Buna karşılık her gün, bir altın verecekmiş  yılan,
Her gün eve bir altınla gelecek çoban.
Günlerce bu durum sürer,
Çobanın oğlu da bu durumu merak eder.
Babasından öğrenir işin aslını,
Sevmeye de başlar çil çil altını.
 - Aman oğlum, sakın kimselere söyleme
Her gün babam altın getirir eve deme.
Günler sonra çobanın çıkar bir işi.
Oğlundan başkada yoktur, otlatacak kişi.
Sıkı sı kı tembih eder, yılana süt ver,
Ondan bir altını da al gel der.
Oğlan düşünerek sürünün arkasında,
Gider dağa doğru kendi havasında.
- Her gün bir altını ne yapacağız sanki,
Öldürürsem yılanı, hepsini alırım belki.
Aynı yerden çıka gelir yılan,
Ağzında bir kırmızı altınla.
Oğlan baltasını arkasına saklar.
Onun bakışlarından yılan kuşkulanır ve sert bakar.

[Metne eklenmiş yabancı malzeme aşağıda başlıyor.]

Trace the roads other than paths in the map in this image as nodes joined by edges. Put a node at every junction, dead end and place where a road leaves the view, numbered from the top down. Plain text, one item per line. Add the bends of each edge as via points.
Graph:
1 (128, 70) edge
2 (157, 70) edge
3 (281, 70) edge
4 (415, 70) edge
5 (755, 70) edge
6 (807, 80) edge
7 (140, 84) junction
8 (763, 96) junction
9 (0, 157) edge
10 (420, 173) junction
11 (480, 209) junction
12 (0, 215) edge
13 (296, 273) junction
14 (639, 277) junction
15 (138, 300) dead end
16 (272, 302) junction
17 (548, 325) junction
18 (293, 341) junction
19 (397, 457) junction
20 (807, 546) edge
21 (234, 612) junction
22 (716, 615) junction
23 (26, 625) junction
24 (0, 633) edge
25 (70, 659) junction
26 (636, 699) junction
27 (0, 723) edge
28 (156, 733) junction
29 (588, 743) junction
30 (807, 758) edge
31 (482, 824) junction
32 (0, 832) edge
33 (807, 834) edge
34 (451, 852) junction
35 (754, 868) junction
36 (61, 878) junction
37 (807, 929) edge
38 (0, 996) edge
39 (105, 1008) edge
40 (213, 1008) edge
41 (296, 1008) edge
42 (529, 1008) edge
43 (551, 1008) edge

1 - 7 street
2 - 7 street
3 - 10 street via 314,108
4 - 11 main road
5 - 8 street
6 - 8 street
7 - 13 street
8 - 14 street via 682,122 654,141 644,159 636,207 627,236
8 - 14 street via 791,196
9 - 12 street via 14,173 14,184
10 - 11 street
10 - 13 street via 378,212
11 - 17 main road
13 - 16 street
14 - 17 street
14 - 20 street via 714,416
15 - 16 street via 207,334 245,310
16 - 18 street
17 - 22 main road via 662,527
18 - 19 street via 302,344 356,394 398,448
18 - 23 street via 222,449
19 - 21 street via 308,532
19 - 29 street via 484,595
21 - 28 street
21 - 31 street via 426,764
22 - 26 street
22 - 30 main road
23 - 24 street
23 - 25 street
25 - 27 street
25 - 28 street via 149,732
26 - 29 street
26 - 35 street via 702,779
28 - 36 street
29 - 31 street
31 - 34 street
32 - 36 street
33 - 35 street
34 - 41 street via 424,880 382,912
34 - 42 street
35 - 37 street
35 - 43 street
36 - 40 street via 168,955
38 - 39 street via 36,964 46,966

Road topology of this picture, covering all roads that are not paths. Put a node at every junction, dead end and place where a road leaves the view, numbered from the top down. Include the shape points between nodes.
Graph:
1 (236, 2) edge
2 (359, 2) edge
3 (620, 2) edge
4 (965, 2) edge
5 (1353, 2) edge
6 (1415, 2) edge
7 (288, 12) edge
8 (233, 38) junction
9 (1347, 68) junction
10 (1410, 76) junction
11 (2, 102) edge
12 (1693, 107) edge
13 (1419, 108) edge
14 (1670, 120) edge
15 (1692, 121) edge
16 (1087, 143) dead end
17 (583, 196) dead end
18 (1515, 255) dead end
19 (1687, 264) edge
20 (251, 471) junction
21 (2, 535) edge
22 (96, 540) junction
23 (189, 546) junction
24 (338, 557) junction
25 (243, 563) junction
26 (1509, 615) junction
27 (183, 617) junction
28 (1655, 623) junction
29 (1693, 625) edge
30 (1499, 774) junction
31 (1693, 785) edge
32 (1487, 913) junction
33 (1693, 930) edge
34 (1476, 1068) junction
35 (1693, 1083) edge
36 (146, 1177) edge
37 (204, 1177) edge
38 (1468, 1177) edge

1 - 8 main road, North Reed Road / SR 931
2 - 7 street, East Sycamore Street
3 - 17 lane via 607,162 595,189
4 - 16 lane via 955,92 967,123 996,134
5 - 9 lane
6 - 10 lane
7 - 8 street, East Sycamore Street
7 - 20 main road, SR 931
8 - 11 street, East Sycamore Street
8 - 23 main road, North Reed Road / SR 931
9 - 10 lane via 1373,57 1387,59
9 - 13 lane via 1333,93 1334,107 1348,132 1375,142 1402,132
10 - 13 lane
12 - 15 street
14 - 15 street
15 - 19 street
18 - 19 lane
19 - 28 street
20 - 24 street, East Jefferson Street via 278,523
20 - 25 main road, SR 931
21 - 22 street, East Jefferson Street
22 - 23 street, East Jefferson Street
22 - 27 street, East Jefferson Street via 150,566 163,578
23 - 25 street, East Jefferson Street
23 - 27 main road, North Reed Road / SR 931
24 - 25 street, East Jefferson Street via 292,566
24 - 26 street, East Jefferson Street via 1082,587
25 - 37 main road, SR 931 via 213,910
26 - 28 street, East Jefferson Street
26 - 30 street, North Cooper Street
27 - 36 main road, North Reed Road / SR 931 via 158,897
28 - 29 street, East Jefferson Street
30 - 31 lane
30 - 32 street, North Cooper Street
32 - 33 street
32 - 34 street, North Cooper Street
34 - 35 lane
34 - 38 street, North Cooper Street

Baltayı kaldırıp vuracağı zaman,     
Yılan atılır oğlanın bacağını tutar hemen.
Balta iner yılanının kuyruğuna,       
Oğlan düşer, dayanamaz yılanın zehrine.
Aylar sonra çoban, yılanla tekrar anlaşmak ister,
- Gel gene arkadaş olalım seninle der.
- Yılan der olamayız artık arkadaş,
Çünkü ikimizin gönlünde de var yas;
Bende kuyruk, sende evlat acısı,

Hiç gitmez kalbimizden onun sancısı.